* [Task goal]: For the entries below, report every line that includes the word "highway".

* [Data]:
*** Block opens ***

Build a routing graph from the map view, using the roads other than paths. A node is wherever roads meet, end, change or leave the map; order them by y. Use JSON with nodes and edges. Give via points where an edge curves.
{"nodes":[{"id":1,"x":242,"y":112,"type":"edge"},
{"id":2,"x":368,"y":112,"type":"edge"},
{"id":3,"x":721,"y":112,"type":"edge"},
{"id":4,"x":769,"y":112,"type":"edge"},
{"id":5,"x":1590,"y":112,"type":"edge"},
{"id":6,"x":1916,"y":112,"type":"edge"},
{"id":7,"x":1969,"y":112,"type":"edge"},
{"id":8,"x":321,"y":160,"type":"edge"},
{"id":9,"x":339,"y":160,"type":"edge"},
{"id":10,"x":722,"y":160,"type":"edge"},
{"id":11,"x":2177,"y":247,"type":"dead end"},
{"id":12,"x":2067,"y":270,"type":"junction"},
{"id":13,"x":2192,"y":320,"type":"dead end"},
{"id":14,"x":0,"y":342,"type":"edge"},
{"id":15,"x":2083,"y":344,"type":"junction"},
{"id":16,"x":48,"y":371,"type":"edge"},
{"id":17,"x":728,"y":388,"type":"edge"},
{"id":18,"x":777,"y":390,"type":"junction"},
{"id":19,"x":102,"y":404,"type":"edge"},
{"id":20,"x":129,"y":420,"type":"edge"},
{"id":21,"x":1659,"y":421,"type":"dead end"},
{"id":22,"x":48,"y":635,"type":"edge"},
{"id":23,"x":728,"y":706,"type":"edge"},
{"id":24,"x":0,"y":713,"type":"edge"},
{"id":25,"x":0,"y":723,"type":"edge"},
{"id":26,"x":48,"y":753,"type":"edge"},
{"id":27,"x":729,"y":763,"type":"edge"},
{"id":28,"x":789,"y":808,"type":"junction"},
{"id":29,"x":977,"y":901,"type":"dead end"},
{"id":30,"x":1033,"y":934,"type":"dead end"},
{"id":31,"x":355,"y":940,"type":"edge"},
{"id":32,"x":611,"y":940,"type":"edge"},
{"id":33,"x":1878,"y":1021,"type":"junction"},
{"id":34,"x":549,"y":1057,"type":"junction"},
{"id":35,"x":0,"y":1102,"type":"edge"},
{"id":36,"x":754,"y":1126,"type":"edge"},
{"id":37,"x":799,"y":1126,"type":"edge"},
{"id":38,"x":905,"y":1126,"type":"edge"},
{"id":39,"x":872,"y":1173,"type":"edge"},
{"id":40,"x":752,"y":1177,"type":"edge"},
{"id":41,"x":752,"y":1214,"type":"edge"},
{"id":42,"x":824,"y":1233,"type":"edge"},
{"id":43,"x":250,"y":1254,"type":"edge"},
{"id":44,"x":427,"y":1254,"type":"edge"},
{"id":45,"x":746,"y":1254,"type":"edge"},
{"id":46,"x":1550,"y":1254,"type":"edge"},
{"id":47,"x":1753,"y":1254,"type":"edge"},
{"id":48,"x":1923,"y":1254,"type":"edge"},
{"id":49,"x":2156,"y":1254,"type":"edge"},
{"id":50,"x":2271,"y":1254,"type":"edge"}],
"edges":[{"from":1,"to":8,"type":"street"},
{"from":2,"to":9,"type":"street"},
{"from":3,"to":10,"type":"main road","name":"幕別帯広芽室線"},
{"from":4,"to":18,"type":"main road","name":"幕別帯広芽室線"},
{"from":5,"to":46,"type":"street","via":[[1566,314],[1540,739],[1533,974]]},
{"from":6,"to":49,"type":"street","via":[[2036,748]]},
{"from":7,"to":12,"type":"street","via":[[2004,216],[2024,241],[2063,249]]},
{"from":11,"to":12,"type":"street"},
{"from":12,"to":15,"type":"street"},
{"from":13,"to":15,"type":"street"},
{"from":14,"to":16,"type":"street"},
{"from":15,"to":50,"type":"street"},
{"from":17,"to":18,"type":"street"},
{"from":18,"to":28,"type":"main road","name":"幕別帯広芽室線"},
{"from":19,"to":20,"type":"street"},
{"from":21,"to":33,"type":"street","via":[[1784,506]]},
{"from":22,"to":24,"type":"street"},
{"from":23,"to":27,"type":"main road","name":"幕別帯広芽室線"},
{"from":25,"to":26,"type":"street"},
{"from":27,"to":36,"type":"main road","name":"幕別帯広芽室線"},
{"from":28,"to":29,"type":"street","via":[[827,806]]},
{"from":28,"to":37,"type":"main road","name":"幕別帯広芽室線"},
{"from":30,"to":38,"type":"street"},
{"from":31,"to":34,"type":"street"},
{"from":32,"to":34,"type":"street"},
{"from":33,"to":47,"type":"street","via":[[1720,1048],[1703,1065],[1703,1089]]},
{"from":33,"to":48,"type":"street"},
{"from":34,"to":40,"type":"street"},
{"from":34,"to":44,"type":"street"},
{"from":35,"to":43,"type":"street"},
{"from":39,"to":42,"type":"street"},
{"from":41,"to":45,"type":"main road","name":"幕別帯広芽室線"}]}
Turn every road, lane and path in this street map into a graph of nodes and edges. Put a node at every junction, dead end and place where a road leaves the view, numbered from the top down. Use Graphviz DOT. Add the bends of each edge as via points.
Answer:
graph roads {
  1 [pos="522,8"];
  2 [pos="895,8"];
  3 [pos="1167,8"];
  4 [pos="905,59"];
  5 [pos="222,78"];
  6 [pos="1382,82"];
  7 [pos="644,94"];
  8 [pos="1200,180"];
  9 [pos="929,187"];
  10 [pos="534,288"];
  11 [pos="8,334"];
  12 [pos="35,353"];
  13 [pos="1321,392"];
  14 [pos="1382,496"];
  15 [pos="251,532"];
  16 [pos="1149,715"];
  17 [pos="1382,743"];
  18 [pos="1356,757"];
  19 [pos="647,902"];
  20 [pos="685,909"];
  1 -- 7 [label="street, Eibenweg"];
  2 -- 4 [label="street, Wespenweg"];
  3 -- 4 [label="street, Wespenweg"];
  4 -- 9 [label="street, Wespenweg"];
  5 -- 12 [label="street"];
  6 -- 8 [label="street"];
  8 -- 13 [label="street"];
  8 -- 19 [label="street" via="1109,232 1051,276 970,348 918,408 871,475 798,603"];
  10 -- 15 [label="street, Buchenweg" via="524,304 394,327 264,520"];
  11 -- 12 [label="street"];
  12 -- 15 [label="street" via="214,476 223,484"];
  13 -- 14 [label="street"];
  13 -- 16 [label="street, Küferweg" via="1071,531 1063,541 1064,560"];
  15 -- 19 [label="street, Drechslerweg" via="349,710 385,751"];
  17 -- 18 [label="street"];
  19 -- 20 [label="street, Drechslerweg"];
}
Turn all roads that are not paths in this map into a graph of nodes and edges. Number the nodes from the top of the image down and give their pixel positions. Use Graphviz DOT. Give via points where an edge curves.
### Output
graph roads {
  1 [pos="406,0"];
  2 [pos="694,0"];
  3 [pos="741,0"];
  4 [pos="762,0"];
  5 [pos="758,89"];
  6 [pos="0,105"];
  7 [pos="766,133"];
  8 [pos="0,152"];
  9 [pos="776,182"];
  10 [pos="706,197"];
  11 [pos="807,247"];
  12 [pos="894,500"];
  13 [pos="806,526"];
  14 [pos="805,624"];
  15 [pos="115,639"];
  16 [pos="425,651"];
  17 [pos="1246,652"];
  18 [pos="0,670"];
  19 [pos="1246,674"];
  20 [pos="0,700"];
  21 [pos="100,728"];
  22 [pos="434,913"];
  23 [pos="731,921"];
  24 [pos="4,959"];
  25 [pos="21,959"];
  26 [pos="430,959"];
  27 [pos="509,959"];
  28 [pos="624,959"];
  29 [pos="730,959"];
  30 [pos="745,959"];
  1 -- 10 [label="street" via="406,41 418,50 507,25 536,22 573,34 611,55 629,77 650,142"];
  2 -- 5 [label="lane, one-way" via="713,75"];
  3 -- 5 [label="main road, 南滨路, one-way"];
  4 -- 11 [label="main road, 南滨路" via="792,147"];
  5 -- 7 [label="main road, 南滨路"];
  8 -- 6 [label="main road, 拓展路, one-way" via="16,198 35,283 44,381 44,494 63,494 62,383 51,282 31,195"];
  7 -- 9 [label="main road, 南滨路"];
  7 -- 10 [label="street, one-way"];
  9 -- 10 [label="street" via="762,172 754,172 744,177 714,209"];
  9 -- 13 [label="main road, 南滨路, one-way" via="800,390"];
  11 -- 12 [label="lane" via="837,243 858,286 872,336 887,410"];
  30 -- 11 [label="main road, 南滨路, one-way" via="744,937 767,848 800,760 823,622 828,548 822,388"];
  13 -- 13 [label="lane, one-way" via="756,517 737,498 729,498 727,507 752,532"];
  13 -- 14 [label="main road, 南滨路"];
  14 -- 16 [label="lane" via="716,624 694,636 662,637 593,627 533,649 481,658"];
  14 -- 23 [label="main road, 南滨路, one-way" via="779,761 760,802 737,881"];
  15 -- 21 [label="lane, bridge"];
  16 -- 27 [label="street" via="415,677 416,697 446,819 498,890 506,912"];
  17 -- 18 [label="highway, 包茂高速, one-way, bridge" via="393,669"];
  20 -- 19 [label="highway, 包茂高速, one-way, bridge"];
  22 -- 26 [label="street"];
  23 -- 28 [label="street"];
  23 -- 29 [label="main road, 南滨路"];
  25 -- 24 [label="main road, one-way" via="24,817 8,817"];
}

*** Block closes ***

* [Task answer]:
  17 -- 18 [label="highway, 包茂高速, one-way, bridge" via="393,669"];
  20 -- 19 [label="highway, 包茂高速, one-way, bridge"];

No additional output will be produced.